Material supplied:
______

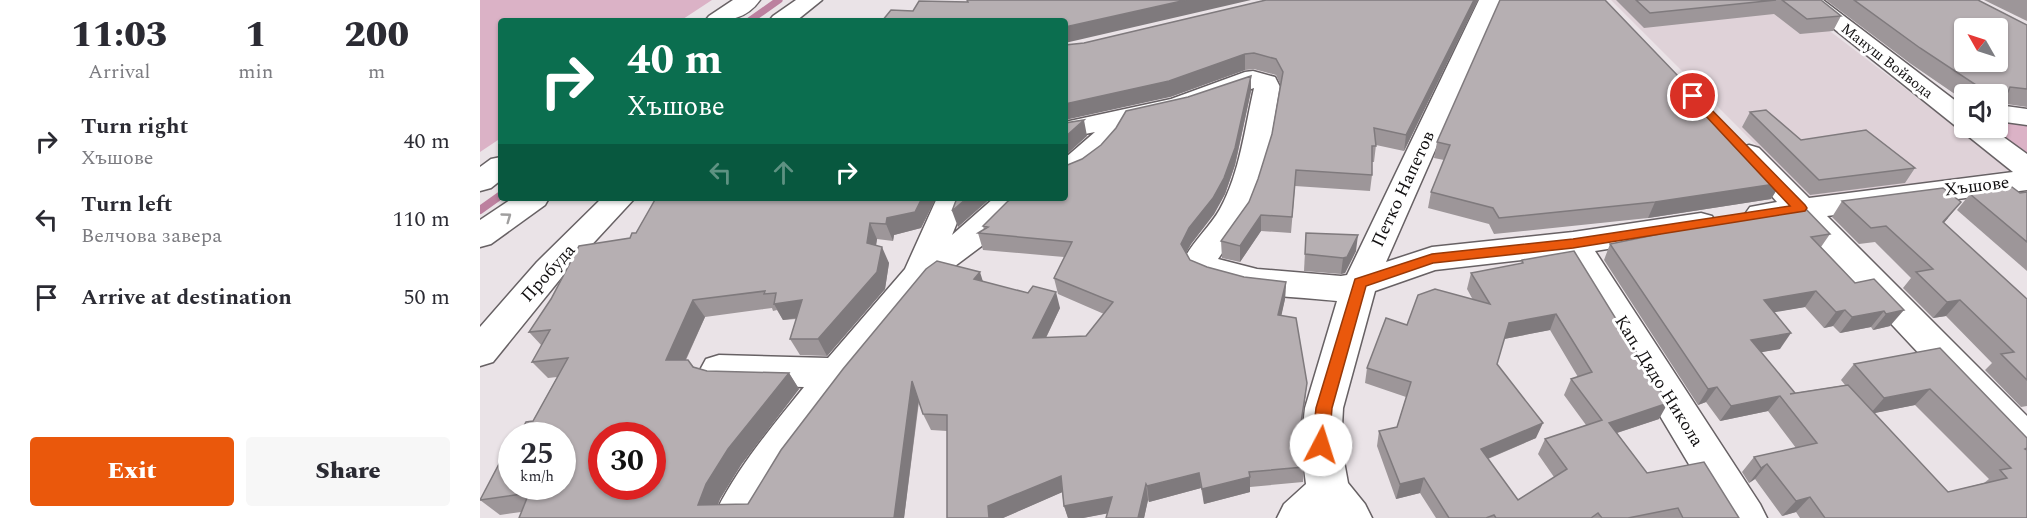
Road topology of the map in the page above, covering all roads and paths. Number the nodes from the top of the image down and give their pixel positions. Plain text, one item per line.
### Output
1 (749, 0) edge
2 (1809, 0) edge
3 (1497, 1) edge
4 (722, 18) edge
5 (1954, 108) edge
6 (2008, 114) edge
7 (2027, 117) edge
8 (1115, 121) junction
9 (1068, 129) edge
10 (1728, 133) edge
11 (1987, 138) edge
12 (498, 168) edge
13 (2027, 168) edge
14 (1068, 170) edge
15 (2027, 180) edge
16 (480, 181) edge
17 (530, 201) edge
18 (617, 201) edge
19 (951, 201) edge
20 (1011, 201) edge
21 (1800, 208) junction
22 (480, 236) edge
23 (1573, 243) junction
24 (919, 275) junction
25 (1360, 283) junction
26 (480, 352) edge
27 (720, 370) edge
28 (837, 373) junction
29 (2027, 442) edge
30 (1326, 509) edge
31 (735, 518) edge
32 (1745, 518) edge

1 - 4 main road
2 - 5 main road, Mануш Войвода
3 - 25 main road, Петко Напетов
6 - 7 main road
8 - 9 main road
8 - 14 main road
8 - 25 main road, Хъшове
10 - 21 main road
11 - 13 main road
12 - 16 main road
15 - 21 main road, Хъшове
22 -> 17 main road
18 - 26 main road, Прoбудa
19 - 24 main road
20 - 24 main road
21 - 23 main road, Хъшове
21 - 29 main road
23 - 25 main road, Хъшове
23 - 32 main road, Кап. Дядо Никола
24 - 28 main road
25 - 30 main road, Петко Напетов
27 - 28 main road
28 - 31 main road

______

Exercise:
Your copy should match the records word for word, with the pictures removed.

Solution for this problem:
Road topology of the map in the page above, covering all roads and paths. Number the nodes from the top of the image down and give their pixel positions. Plain text, one item per line.
### Output
1 (749, 0) edge
2 (1809, 0) edge
3 (1497, 1) edge
4 (722, 18) edge
5 (1954, 108) edge
6 (2008, 114) edge
7 (2027, 117) edge
8 (1115, 121) junction
9 (1068, 129) edge
10 (1728, 133) edge
11 (1987, 138) edge
12 (498, 168) edge
13 (2027, 168) edge
14 (1068, 170) edge
15 (2027, 180) edge
16 (480, 181) edge
17 (530, 201) edge
18 (617, 201) edge
19 (951, 201) edge
20 (1011, 201) edge
21 (1800, 208) junction
22 (480, 236) edge
23 (1573, 243) junction
24 (919, 275) junction
25 (1360, 283) junction
26 (480, 352) edge
27 (720, 370) edge
28 (837, 373) junction
29 (2027, 442) edge
30 (1326, 509) edge
31 (735, 518) edge
32 (1745, 518) edge

1 - 4 main road
2 - 5 main road, Mануш Войвода
3 - 25 main road, Петко Напетов
6 - 7 main road
8 - 9 main road
8 - 14 main road
8 - 25 main road, Хъшове
10 - 21 main road
11 - 13 main road
12 - 16 main road
15 - 21 main road, Хъшове
22 -> 17 main road
18 - 26 main road, Прoбудa
19 - 24 main road
20 - 24 main road
21 - 23 main road, Хъшове
21 - 29 main road
23 - 25 main road, Хъшове
23 - 32 main road, Кап. Дядо Никола
24 - 28 main road
25 - 30 main road, Петко Напетов
27 - 28 main road
28 - 31 main road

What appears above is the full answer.